Collected data entries:
______
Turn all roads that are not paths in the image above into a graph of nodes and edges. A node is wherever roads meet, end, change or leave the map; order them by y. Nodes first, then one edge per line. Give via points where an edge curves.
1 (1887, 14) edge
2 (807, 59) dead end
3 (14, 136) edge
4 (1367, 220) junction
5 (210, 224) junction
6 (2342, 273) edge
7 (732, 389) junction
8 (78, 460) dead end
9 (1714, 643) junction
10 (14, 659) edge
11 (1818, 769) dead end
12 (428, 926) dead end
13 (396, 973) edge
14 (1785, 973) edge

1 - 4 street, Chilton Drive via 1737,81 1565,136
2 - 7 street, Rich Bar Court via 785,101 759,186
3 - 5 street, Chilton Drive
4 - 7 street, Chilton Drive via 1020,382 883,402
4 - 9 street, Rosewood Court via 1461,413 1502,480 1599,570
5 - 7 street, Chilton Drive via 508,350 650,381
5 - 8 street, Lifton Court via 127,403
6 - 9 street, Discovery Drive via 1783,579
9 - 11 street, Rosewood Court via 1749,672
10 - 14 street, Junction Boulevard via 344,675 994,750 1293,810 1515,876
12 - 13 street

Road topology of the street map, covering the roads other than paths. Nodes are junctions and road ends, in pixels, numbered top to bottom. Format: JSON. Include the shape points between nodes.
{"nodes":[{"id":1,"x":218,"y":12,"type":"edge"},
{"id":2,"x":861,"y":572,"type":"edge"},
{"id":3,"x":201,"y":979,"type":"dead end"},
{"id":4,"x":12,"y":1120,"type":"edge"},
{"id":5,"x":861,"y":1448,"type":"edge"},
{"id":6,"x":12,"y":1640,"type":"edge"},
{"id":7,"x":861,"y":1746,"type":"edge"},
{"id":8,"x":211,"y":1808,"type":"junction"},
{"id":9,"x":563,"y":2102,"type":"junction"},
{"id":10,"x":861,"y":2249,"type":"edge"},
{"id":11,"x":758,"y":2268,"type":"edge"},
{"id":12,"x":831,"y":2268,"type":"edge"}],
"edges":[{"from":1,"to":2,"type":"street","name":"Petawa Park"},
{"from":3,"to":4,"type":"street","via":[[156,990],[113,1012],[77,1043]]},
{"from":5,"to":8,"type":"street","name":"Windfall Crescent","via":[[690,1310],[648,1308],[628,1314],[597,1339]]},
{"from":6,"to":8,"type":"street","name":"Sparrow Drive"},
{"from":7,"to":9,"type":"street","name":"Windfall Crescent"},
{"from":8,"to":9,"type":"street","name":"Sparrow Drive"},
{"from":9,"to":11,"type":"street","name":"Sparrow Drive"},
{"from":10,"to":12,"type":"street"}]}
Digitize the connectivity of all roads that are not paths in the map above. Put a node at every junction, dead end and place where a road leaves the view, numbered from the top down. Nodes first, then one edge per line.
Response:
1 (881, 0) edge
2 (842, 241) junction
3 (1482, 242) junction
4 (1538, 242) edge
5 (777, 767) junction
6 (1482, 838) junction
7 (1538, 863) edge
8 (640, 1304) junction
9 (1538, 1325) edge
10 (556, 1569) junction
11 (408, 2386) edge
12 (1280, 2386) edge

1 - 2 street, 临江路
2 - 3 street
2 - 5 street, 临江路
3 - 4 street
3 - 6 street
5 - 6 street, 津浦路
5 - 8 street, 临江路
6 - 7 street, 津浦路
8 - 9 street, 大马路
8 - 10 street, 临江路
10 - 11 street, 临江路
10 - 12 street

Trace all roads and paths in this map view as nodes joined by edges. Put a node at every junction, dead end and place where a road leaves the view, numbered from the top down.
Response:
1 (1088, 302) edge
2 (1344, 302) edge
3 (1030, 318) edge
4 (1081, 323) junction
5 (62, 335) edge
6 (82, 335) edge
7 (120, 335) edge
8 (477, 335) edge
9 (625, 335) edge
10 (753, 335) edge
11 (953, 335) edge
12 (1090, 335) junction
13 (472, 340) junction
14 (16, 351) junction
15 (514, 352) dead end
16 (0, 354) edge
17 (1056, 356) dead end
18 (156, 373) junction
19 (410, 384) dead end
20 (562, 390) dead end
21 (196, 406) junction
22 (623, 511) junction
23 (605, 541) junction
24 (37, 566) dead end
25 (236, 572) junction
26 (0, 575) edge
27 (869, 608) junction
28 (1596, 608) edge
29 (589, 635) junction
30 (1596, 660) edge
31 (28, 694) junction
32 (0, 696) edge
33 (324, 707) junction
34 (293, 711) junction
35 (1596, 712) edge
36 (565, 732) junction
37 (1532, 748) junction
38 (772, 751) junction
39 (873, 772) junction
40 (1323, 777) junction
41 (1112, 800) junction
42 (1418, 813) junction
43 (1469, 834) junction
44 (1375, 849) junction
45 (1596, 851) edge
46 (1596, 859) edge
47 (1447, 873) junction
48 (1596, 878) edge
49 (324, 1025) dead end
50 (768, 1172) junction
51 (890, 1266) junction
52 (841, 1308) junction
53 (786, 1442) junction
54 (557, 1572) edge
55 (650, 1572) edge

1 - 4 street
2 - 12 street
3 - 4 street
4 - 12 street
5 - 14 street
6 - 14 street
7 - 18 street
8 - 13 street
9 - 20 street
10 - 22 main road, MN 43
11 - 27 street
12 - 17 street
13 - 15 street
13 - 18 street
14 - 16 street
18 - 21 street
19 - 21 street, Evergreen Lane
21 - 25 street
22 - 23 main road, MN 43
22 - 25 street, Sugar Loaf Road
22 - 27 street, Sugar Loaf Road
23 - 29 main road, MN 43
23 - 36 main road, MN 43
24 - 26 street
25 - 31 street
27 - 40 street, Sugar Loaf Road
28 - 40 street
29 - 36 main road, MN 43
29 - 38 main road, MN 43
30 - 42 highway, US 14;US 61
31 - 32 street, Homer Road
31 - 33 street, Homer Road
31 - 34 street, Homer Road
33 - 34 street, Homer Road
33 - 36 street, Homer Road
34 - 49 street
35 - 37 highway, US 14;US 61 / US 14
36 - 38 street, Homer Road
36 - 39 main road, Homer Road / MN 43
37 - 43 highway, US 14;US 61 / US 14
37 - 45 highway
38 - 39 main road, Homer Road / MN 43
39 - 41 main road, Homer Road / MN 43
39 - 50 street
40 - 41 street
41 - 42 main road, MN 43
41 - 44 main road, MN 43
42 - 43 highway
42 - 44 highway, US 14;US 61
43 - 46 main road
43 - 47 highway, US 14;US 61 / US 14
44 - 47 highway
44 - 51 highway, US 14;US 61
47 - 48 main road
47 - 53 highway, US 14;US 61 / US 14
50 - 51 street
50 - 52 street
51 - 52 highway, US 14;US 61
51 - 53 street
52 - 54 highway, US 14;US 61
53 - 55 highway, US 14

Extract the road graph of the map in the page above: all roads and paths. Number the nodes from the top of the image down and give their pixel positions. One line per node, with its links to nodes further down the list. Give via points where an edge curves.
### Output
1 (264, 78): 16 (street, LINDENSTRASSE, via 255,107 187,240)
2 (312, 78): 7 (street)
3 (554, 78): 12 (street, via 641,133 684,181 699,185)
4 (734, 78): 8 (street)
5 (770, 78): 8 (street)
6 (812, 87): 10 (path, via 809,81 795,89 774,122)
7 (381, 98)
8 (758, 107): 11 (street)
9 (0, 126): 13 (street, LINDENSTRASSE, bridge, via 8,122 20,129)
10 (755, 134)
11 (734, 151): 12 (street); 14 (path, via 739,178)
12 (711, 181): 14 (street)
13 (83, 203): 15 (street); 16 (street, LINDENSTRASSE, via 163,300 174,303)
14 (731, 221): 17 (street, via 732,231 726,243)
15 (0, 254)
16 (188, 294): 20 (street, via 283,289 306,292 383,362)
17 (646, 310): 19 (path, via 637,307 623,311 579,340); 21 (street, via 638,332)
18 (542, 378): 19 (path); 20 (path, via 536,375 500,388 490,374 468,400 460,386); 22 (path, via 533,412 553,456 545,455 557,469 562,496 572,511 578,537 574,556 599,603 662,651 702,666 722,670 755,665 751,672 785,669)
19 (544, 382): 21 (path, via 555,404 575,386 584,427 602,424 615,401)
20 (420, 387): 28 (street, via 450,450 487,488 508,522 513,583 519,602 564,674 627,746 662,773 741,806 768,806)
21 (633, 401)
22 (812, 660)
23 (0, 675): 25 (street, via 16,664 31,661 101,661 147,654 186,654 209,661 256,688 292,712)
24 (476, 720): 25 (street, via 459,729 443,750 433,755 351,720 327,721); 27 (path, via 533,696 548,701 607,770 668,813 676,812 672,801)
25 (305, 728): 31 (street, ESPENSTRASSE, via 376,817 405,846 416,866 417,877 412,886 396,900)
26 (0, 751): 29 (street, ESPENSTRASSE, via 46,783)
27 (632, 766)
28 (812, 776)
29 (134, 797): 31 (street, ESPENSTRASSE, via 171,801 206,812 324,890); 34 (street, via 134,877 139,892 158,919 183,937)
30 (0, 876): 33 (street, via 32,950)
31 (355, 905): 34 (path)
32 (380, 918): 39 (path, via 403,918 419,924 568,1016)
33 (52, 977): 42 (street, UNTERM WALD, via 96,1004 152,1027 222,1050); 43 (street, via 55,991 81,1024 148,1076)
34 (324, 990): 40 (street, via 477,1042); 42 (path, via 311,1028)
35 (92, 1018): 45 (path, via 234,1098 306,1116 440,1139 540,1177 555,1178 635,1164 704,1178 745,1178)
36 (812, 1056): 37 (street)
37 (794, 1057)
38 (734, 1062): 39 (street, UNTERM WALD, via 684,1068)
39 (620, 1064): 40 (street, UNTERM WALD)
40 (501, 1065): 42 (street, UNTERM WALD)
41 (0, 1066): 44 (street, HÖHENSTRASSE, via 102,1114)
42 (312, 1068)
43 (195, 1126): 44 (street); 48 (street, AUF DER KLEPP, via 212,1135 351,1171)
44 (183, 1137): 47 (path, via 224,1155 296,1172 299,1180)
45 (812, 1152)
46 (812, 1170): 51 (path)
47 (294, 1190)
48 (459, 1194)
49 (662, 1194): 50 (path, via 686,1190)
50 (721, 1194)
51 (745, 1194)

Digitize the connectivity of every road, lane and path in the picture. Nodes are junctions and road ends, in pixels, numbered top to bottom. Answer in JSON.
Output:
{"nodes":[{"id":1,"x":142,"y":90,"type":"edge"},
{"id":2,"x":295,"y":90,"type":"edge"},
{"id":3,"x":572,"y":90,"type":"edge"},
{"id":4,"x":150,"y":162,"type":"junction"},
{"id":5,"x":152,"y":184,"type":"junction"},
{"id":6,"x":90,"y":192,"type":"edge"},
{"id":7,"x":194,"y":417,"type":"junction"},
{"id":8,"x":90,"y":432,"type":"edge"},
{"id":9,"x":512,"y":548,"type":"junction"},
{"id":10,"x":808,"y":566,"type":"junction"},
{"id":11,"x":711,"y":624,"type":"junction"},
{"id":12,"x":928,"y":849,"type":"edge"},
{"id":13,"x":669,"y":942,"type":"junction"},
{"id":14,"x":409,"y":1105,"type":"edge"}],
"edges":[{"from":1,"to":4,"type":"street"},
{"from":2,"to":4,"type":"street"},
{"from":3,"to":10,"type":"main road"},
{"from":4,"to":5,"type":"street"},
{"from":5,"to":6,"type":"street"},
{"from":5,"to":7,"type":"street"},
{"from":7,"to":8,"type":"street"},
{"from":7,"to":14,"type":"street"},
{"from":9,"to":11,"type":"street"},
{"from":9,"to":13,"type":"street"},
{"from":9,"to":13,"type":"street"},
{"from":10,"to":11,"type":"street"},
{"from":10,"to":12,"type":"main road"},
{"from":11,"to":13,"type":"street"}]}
______
Task brief :: In the data above, which lines have "image"? Report each of them.

Task answer ::
Turn all roads that are not paths in the image above into a graph of nodes and edges. A node is wherever roads meet, end, change or leave the map; order them by y. Nodes first, then one edge per line. Give via points where an edge curves.
Extract the road graph of the map in the page above: all roads and paths. Number the nodes from the top of the image down and give their pixel positions. One line per node, with its links to nodes further down the list. Give via points where an edge curves.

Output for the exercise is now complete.